In the Days of My Youth eBook

This eBook from the Gutenberg Project consists of approximately 567 pages of information about In the Days of My Youth.

In the Days of My Youth eBook

This eBook from the Gutenberg Project consists of approximately 567 pages of information about In the Days of My Youth.

“Circumstance!” cried the painter, impatiently.  “Good heavens! do you make no account of the spontaneous tendencies of genius?  Is Nature a mere vulgar cook, turning out men, like soups, from one common stock, with only a dash of flavoring here and there to give them variety?  No—­Nature is a subtle chemist, and her workshop, depend on it, is stored with delicate elixirs, volatile spirits, and precious fires of genius.  Certain of these are kneaded with the clay of the poet, others with the clay of the painter, the astronomer, the mathematician, the legislator, the soldier.  Raffaelle had in him some of ’the stuff that dreams are made of.’  Never tell me that that same stuff, differently treated, would equally well have furnished forth an Archimedes or a Napoleon!”

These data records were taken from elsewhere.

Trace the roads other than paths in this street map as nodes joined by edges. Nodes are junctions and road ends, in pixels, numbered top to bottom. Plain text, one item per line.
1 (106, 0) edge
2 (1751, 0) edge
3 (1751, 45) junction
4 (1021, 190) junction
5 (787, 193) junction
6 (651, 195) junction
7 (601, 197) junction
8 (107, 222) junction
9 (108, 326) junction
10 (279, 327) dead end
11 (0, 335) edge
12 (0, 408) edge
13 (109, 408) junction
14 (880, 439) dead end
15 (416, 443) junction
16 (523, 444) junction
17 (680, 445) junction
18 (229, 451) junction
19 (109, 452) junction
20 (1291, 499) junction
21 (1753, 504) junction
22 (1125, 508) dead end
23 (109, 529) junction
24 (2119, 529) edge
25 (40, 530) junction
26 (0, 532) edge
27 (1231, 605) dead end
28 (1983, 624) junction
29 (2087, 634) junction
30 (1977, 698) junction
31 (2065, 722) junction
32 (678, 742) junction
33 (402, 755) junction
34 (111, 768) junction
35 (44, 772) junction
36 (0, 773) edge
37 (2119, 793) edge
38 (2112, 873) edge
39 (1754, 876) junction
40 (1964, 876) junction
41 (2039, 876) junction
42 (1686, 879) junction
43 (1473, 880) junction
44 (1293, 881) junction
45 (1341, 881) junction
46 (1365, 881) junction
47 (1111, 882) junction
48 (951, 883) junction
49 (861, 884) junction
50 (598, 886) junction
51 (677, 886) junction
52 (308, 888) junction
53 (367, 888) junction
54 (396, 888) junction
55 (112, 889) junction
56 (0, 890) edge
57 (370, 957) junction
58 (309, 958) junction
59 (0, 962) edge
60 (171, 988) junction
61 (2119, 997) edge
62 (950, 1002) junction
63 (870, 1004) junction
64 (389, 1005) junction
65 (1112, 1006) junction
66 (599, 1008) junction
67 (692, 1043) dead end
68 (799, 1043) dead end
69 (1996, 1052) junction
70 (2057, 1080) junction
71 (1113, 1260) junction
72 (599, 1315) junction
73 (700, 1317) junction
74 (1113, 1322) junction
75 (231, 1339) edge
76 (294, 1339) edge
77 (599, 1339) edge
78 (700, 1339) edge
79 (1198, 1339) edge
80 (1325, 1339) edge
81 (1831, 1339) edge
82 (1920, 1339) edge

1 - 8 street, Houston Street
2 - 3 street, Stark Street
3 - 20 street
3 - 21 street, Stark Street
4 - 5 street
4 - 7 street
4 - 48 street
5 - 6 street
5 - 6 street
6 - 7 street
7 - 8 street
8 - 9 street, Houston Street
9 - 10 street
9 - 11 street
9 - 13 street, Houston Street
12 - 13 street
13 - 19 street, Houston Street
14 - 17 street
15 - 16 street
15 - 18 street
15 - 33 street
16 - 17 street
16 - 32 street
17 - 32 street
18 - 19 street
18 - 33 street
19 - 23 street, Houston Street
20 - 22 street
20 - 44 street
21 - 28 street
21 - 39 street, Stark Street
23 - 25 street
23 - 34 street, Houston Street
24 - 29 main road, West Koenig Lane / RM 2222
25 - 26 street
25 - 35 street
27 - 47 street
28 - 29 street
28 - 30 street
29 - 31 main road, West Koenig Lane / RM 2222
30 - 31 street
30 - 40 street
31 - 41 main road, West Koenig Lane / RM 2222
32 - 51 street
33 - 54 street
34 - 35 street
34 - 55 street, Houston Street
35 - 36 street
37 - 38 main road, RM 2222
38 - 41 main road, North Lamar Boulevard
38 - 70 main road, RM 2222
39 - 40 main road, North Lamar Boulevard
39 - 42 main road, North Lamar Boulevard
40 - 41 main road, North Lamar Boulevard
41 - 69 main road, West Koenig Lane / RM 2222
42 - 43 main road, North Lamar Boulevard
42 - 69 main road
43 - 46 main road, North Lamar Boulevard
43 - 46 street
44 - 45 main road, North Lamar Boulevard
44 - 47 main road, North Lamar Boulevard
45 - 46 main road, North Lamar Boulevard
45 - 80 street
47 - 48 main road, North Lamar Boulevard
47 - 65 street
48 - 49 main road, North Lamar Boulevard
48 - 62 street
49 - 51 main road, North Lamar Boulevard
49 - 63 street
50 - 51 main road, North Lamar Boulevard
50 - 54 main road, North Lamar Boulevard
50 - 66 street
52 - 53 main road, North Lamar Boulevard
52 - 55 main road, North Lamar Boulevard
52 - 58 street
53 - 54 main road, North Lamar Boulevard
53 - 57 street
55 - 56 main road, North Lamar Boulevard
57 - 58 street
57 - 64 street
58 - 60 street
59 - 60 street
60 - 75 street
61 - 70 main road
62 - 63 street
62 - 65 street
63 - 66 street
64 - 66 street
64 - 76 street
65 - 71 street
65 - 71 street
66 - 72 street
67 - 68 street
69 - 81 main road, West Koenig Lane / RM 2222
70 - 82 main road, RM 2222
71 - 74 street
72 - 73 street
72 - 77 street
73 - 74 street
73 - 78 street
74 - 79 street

“Men are what their age calls upon them to be,” I replied, after a moment’s consideration.  “Be that demand what it may, the supply is ever equal to it.  Centre of the most pompous and fascinating of religions, Rome demanded Madonnas and Transfigurations, and straightway Raffaelle answered to the call.  The Old World, overstocked with men, gold, and aristocracies, asked wider fields of enterprise, and Columbus added America to the map.  What is this but circumstance?  Had Italy needed colonies, would not her men of genius have turned sailors and discoverers?  Had Madrid been the residence of the Popes, might not Columbus have painted altar-pieces or designed churches?”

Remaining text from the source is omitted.